On 04/12/2018 05:44 PM, Steve Freyder wrote:
> On 4/12/2018 5:23 AM, Philippe Gerum wrote:
>> On 04/12/2018 11:31 AM, Philippe Gerum wrote:
>>> On 04/09/2018 01:01 AM, Steve Freyder wrote:
>>>> On 4/2/2018 11:51 AM, Philippe Gerum wrote:
>>>>> On 04/02/2018 06:11 PM, Steve Freyder wrote:
>>>>>> On 4/2/2018 10:20 AM, Philippe Gerum wrote:
>>>>>>> On 04/02/2018 04:54 PM, Steve Freyder wrote:
>>>>>>>> On 4/2/2018 8:41 AM, Philippe Gerum wrote:
>>>>>>>>> On 04/01/2018 07:28 PM, Steve Freyder wrote:
>>>>>>>>>> Greetings again.
>>>>>>>>>>
>>>>>>>>>> As I understand it, for each rt_queue there's supposed to be a
>>>>>>>>>> "status file" located in the fuse filesystem underneath the
>>>>>>>>>> "/run/xenomai/user/session/pid/alchemy/queues" directory, with
>>>>>>>>>> the file name being the queue name.  This used to contain very
>>>>>>>>>> useful info about queue status, message counts, etc.  I don't
>>>>>>>>>> know
>>>>>>>>>> when it broke or whether it's something I'm doing wrong but I'm
>>>>>>>>>> now getting a "memory exhausted" message on the console when I
>>>>>>>>>> attempt to do a "cat" on the status file.
>>>>>>>>>>
>>>>>>>>>> Here's a small C program that just creates a queue, and then does
>>>>>>>>>> a pause to hold the accessor count non-zero.
>>>>>>>>>>
>>>>>>>>> <snip>
>>>>>>>>>
>>>>>>>>>> The resulting output (logged in via the system console):
>>>>>>>>>>
>>>>>>>>>> # sh qtest.sh
>>>>>>>>>> + sleep 1
>>>>>>>>>> + ./qc --mem-pool-size=64M --session=mysession foo
>>>>>>>>>> + find /run/xenomai
>>>>>>>>>> /run/xenomai
>>>>>>>>>> /run/xenomai/root
>>>>>>>>>> /run/xenomai/root/mysession
>>>>>>>>>> /run/xenomai/root/mysession/821
>>>>>>>>>> /run/xenomai/root/mysession/821/alchemy
>>>>>>>>>> /run/xenomai/root/mysession/821/alchemy/tasks
>>>>>>>>>> /run/xenomai/root/mysession/821/alchemy/tasks/task@1[821]

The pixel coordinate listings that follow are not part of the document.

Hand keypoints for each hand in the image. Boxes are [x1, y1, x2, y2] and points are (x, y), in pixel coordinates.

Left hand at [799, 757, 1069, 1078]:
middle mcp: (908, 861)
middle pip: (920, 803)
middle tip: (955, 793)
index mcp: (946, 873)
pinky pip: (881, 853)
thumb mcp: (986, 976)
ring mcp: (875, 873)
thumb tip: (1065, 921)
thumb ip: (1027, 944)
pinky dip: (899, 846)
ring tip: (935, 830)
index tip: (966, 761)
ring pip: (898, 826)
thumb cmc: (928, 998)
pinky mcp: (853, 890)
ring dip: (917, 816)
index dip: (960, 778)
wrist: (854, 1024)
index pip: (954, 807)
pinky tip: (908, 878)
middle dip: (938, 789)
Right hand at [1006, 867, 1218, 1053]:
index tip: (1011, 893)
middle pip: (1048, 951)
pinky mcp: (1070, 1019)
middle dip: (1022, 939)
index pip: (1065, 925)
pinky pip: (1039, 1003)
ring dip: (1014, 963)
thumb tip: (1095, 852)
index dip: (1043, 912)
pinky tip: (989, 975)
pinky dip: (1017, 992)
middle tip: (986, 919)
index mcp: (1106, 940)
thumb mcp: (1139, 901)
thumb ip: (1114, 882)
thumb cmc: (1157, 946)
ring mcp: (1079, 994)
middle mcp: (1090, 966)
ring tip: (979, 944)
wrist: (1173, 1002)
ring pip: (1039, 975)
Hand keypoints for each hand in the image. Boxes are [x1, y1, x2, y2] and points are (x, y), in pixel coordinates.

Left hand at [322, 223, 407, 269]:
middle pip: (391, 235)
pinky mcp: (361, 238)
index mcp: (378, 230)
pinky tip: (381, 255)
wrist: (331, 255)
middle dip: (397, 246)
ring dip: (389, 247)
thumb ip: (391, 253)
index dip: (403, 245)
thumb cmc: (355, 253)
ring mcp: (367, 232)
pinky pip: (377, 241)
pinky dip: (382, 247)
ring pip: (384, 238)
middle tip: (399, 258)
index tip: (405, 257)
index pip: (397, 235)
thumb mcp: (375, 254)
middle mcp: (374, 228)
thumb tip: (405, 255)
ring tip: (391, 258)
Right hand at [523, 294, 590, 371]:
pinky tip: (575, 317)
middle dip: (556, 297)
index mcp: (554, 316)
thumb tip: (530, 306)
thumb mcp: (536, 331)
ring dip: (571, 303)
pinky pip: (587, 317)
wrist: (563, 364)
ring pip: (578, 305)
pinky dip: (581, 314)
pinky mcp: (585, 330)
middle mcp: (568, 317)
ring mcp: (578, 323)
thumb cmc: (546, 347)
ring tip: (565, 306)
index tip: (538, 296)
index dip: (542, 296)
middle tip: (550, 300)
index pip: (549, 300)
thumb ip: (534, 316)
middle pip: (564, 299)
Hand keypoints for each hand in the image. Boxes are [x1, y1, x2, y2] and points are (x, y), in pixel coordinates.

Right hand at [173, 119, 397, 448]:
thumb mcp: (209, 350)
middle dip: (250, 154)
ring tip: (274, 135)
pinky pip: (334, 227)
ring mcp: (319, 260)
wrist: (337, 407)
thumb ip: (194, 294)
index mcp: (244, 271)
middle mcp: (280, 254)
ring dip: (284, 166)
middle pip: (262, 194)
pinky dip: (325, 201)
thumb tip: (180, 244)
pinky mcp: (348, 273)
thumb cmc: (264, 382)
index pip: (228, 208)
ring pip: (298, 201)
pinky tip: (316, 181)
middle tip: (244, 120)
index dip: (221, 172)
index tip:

>>>>>>>>>> /run/xenomai/root/mysession/821/alchemy/queues
>>>>>>>>>> /run/xenomai/root/mysession/821/alchemy/queues/foo
>>>>>>>>>> /run/xenomai/root/mysession/system
>>>>>>>>>> /run/xenomai/root/mysession/system/threads
>>>>>>>>>> /run/xenomai/root/mysession/system/heaps
>>>>>>>>>> /run/xenomai/root/mysession/system/version
>>>>>>>>>> + qfile='/run/xenomai/*/*/*/alchemy/queues/foo'
>>>>>>>>>> + cat /run/xenomai/root/mysession/821/alchemy/queues/foo
>>>>>>>>>> memory exhausted
>>>>>>>>>>
>>>>>>>>>> At this point, it hangs, although SIGINT usually terminates it.
>>>>>>>>>>
>>>>>>>>>> I've seen some cases where SIGINT won't terminate it, and a
>>>>>>>>>> reboot is
>>>>>>>>>> required to clean things up.  I see this message appears to be
>>>>>>>>>> logged
>>>>>>>>>> in the obstack error handler.  I don't think I'm running out of
>>>>>>>>>> memory,
>>>>>>>>>> which makes me think "heap corruption".  Not much of an analysis!
>>>>>>>>>> I did
>>>>>>>>>> try varying queue sizes and max message counts - no change.
>>>>>>>>>>
>>>>>>>>> I can't reproduce this. I would suspect a rampant memory
>>>>>>>>> corruption
>>>>>>>>> too,
>>>>>>>>> although running the test code over valgrind (mercury build)
>>>>>>>>> did not
>>>>>>>>> reveal any issue.
>>>>>>>>>
>>>>>>>>> - which Xenomai version are you using?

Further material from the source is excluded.